WORK REQUEST:
Set down each entry exactly as given; pictures should not appear in the copy.

(Human keypoint data)
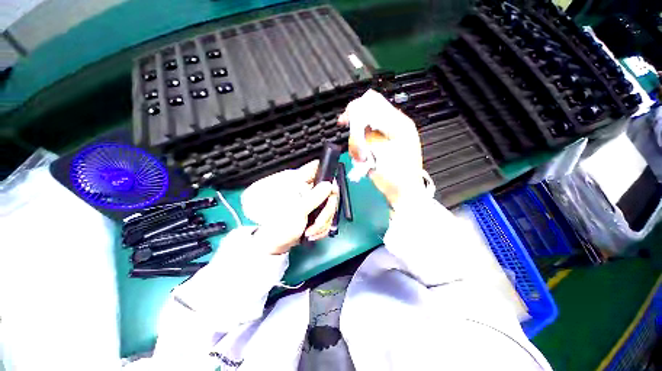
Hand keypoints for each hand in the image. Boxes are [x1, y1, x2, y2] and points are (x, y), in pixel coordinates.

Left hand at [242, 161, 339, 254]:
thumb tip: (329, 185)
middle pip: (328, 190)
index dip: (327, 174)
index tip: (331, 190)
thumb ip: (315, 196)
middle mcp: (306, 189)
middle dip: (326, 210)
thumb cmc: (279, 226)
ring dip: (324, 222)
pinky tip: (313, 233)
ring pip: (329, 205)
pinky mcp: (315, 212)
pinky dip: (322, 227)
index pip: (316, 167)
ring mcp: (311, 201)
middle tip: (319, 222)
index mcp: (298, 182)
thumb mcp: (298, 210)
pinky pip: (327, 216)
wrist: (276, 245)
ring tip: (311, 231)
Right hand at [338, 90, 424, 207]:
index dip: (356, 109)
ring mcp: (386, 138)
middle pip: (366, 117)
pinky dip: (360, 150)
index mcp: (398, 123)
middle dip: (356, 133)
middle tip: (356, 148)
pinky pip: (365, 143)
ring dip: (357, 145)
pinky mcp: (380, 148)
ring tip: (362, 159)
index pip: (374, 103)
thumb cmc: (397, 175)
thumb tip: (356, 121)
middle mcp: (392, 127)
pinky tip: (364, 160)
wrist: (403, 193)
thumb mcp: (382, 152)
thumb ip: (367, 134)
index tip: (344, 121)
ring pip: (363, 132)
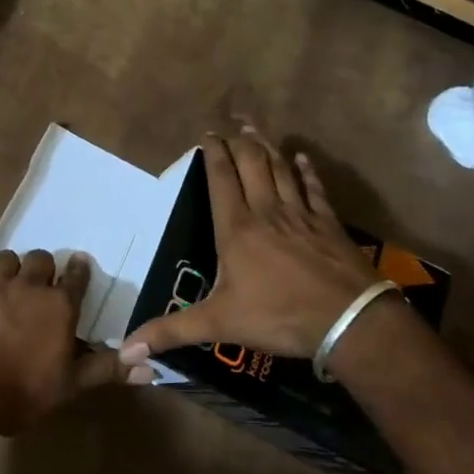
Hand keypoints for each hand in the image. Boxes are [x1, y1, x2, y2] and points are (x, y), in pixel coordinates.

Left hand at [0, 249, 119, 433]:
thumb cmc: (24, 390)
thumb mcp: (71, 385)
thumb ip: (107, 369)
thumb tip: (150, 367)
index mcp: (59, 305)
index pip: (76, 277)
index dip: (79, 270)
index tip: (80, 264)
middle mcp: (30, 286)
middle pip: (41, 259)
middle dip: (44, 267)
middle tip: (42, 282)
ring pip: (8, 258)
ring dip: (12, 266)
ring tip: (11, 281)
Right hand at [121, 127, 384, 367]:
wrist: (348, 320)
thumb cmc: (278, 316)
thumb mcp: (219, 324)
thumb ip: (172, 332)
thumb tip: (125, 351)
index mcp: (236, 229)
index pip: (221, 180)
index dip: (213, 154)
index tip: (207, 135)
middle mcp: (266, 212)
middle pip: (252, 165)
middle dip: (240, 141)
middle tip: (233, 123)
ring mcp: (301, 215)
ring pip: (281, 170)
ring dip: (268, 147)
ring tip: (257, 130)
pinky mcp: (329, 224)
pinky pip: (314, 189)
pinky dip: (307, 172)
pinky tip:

TASK RESPONSE:
Hand keypoints for each hand in the image. Boxes are [x1, y1, x2, y2] and points are (x, y), in pixel coordinates.

Left hand at [242, 161, 339, 254]:
thumb tip: (329, 185)
middle pip: (328, 190)
index dip: (327, 174)
index tip: (331, 190)
thumb ip: (315, 196)
middle mcp: (306, 189)
middle dip: (326, 210)
thumb cmc: (279, 226)
ring dip: (324, 222)
pinky tip: (313, 233)
ring pip: (329, 205)
pinky mcp: (315, 212)
pinky dip: (322, 227)
index pip: (316, 167)
ring mcp: (311, 201)
middle tip: (319, 222)
index mcp: (298, 182)
thumb mcp: (298, 210)
pinky pip: (327, 216)
wrist: (276, 245)
ring tip: (311, 231)
Right hand at [338, 90, 424, 207]:
index dip: (356, 109)
ring mcp: (386, 138)
middle pip: (366, 117)
pinky dip: (360, 150)
index mcp: (398, 123)
middle dip: (356, 133)
middle tip: (356, 148)
pinky pip: (365, 143)
ring dip: (357, 145)
pinky mcp: (380, 148)
ring tip: (362, 159)
index pip: (374, 103)
thumb cmc: (397, 175)
thumb tip: (356, 121)
middle mcp: (392, 127)
pinky tip: (364, 160)
wrist: (403, 193)
thumb mcp: (382, 152)
thumb ip: (367, 134)
index tip: (344, 121)
ring pip: (363, 132)
Hand keypoints for each hand in the image. Boxes are [x1, y1, x2, y2] and points are (x, y), in pixel coordinates.

Left hand at [0, 249, 119, 433]:
thumb cmc: (24, 390)
thumb mcp: (71, 385)
thumb ip: (107, 369)
thumb tip: (150, 367)
index mcp: (59, 305)
index pip: (76, 277)
index dip: (79, 270)
index tip: (80, 264)
middle mcp: (30, 286)
middle pip: (41, 259)
middle dip: (44, 267)
middle tip: (42, 282)
ring pip: (8, 258)
ring dip: (12, 266)
ring tip: (11, 281)
Right hand at [121, 127, 384, 367]:
wrist: (348, 320)
thumb cmc: (278, 316)
thumb mcp: (219, 324)
thumb ip: (172, 332)
thumb tip: (125, 351)
index mcp: (236, 229)
index pip: (221, 180)
index dip: (213, 154)
index tip: (207, 135)
middle mcp: (266, 212)
middle pip: (252, 165)
middle dip: (240, 141)
middle tip: (233, 123)
ring mcp: (301, 215)
ring pip: (281, 170)
ring dip: (268, 147)
ring tip: (257, 130)
pinky mcp: (329, 224)
pinky pip: (314, 189)
pinky dip: (307, 172)
pinky tip:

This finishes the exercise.